I smiled – a weak, watery smile – gratefully clinging on to whatever hint of reassurance I could find, regardless of where it came from.
“No choice but to keep on going,” I said. “Time to go and mingle with the mourners, I suppose. To listen to them all tell me how he has gone to a better place, and isn’t in pain any more and how he was a good man.”
“He
was
a good man.”
“I know. And I know folks mean well . . . but . . . you know . . .” I said, drifting off. Platitudes wouldn’t make it better – no matter how well intentioned.
* * *
My mother had taken off her sunglasses by the time I arrived at Green Acres. She was sitting in a circle of friends, smiling and nodding. I was sure she was listening to the platitudes and being my mother – ever polite and afraid to offend – she was smiling at them. Part of me wanted to run over and tell her she didn’t have to do that – but she would have killed me stone dead if I had made a scene. She would have glared at me, her lilting Irish
accent which remained despite her many years away from home ringing in my ears: ‘Don’t you make a holy show of me or yourself, Annabel.’ So I nodded in her general direction and set about fixing my own weak smile on and promising myself that I would not make a show of myself – not one bit. And I didn’t. I behaved myself right until the very moment when the last guest went home and then I drank three glasses of wine straight, cried all over my mother who ended up soothing me as if she herself wasn’t hurting, and had to have Craig tuck me into bed where I spent the following ten hours watching the clock flicker and change.
“We could go for a drive today,” he said, in the half light. “Get out of here – clear our heads.”
“I need to go and help my mom,” I said. “I was pathetic yesterday. I need to be there for her.”
“You’ve been at her side for weeks, Annabel. You need a break. You will burn out – if you haven’t already.” His tone had veered from concerned to snippy.
My own mood changed just as quickly. “I’ve been at her side for weeks, so I can’t just leave her now,” I said, turning to face him. “He’s gone.

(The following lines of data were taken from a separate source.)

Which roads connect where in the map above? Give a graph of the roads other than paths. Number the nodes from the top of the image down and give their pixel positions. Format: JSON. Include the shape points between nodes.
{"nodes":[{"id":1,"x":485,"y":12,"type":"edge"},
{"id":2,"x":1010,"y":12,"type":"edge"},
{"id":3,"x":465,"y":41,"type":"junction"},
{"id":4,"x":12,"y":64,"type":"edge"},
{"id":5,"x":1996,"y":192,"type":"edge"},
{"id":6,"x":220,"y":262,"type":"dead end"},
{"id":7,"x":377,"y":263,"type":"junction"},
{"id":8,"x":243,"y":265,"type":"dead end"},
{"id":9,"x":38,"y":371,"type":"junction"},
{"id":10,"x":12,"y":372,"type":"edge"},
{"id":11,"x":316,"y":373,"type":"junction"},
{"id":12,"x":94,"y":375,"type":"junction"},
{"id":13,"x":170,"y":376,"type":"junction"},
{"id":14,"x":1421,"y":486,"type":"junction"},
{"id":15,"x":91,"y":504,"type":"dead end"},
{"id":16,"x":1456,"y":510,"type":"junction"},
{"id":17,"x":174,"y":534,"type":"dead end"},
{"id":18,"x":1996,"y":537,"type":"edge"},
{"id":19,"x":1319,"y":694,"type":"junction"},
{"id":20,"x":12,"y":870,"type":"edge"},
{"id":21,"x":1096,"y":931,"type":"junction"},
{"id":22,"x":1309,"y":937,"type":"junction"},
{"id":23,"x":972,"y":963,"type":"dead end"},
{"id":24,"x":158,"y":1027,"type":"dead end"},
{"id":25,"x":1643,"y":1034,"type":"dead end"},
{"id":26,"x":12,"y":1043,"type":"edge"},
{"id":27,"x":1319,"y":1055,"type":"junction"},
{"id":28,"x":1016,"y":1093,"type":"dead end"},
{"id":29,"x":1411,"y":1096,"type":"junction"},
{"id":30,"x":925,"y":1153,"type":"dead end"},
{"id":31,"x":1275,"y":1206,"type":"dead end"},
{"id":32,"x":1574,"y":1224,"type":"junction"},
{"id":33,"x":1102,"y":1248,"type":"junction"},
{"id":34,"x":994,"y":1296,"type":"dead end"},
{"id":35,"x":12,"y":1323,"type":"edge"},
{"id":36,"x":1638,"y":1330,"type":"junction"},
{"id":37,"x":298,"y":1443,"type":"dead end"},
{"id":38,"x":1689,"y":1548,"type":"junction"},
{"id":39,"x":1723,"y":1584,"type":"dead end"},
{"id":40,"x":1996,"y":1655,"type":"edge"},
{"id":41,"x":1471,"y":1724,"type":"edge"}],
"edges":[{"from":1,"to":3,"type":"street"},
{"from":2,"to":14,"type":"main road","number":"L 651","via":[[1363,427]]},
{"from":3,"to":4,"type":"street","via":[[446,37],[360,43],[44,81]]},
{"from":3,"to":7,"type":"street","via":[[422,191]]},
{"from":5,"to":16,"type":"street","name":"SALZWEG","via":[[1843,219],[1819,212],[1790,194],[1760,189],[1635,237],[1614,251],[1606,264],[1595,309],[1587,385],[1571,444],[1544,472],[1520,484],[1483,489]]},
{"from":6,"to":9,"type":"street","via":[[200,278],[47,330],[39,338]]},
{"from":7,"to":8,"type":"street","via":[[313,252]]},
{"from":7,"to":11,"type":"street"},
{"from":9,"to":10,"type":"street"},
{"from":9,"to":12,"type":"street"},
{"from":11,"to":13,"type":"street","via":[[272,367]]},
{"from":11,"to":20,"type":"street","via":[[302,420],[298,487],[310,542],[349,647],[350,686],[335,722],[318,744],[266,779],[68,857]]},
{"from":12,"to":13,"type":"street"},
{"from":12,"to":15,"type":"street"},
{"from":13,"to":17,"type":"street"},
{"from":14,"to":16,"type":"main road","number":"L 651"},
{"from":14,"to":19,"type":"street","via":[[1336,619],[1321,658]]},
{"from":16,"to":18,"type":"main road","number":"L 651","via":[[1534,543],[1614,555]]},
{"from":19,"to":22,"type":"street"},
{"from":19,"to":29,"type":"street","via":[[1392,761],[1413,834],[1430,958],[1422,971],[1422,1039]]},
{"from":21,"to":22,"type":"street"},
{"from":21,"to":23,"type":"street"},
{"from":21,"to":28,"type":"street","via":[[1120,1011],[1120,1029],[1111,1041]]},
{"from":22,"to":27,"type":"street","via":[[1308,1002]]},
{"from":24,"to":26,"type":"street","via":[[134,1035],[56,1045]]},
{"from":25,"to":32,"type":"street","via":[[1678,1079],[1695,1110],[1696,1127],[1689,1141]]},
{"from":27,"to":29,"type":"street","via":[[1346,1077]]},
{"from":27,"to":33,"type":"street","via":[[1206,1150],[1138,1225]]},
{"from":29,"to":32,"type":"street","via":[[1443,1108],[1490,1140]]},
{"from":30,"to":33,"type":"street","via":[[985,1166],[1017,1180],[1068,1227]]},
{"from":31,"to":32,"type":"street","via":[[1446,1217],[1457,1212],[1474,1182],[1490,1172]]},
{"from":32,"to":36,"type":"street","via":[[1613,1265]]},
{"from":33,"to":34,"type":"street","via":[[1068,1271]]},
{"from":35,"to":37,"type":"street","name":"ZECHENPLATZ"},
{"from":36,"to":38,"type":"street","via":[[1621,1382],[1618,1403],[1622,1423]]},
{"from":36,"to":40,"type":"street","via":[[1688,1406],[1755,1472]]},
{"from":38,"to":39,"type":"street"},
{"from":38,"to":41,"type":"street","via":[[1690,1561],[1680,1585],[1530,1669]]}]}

I can’t just leave her in limbo now and clear off because the nasty business of the funeral is done with. She’s spent her last few months caring for him. What in hell is she supposed to do now that she doesn’t have that any more?”

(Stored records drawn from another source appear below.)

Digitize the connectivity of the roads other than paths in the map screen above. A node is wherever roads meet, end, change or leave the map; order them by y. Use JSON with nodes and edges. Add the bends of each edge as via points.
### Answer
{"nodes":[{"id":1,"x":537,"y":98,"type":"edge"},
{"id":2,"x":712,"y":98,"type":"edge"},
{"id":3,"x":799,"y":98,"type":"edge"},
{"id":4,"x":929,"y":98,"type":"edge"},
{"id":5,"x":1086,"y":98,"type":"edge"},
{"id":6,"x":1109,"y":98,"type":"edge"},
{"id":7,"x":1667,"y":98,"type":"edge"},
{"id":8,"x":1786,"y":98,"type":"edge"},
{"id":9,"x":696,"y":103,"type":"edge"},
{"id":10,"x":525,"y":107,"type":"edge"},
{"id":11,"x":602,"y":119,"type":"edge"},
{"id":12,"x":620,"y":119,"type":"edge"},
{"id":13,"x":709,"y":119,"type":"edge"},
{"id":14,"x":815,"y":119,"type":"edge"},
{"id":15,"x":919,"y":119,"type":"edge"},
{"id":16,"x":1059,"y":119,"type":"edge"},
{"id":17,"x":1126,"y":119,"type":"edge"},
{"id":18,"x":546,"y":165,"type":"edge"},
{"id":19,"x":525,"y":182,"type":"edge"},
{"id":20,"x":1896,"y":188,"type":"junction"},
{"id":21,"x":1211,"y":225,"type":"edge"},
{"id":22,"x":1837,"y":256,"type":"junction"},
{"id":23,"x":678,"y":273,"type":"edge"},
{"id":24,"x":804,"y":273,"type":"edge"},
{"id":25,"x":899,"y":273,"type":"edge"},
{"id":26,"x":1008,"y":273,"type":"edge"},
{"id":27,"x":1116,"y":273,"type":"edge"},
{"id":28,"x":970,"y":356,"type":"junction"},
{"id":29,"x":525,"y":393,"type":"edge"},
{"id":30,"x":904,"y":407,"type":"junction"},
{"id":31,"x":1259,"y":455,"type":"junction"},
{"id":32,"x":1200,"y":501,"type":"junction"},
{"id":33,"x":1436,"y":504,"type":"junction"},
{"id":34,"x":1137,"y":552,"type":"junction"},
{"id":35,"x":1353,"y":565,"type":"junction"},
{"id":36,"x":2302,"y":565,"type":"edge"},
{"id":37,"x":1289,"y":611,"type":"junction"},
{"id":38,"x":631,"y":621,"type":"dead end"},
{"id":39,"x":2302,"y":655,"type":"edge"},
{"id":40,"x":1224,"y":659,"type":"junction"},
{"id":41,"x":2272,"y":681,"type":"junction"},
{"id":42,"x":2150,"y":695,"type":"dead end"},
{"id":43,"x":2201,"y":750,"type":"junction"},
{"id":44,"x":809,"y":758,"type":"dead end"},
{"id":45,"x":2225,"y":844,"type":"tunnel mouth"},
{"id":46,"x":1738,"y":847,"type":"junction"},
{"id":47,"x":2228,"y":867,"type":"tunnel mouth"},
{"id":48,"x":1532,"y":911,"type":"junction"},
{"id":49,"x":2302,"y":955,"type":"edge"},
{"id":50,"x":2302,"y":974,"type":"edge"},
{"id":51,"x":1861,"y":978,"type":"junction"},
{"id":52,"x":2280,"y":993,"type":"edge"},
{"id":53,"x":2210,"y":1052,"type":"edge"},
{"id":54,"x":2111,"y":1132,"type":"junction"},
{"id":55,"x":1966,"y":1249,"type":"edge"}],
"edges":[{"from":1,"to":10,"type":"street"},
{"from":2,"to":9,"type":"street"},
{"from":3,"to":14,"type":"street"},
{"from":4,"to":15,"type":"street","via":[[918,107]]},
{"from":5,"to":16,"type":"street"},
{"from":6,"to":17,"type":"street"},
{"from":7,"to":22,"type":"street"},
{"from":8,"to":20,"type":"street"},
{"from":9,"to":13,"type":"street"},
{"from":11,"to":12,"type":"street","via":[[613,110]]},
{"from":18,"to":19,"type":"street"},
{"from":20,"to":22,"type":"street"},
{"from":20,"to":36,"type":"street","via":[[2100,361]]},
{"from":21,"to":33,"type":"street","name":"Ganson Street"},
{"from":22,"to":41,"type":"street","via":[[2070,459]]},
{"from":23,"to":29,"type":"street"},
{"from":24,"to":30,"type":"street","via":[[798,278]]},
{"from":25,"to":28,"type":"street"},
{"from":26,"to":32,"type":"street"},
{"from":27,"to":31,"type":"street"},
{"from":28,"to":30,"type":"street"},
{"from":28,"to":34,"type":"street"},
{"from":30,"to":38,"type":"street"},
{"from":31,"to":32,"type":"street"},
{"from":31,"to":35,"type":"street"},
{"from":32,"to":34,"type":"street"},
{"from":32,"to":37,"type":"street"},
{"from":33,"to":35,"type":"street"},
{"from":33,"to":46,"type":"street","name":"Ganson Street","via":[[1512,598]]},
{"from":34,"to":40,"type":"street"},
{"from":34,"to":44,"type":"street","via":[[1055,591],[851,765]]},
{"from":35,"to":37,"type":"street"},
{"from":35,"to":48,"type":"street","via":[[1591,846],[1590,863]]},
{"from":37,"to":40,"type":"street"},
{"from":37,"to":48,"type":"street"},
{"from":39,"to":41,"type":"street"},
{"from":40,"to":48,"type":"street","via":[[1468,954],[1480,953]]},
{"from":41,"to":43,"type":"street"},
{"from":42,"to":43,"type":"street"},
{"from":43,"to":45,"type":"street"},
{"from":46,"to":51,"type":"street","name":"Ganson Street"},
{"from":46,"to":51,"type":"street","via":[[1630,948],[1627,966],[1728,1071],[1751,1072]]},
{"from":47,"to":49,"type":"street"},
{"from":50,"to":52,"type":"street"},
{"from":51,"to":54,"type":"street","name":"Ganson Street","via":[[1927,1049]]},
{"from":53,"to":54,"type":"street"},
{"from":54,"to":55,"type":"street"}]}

Of course, I knew as I spoke that it was me that I was worried about – that without having to run to the hospital, pace the wards, feed my father softened food gently, hold his hand and read to him that I might be the one to fall apart. That I would have to finally accept this loss – and deal with everything else I had put on the back burner while I devoted my life to caring for the wonderful man who had always made me feel important.
My mother? Of course I worried about her too. She seemed calm – too calm – and that unnerved me. Then again everything unnerved me at the moment.
“She might want some space?” Craig offered and I shrugged his arm, which suddenly felt too heavy, away from me. “
We
might need some space from all this?”
“Not now, Craig,” I said, sitting up and grabbing my robe from where I had thrown it on the floor.
He rolled back away from me. I knew without looking at him that he would be crestfallen – just as I knew I was pushing him away. But grief does funny things and I kind of wished it was socially acceptable to walk around wearing a T-shirt that said “
I’m grieving. Allow me to be a bit mad
” on it, because then I wouldn’t have to try and make people understand. Surely they should know just
how raw and horrible this felt? Surely they had all been there?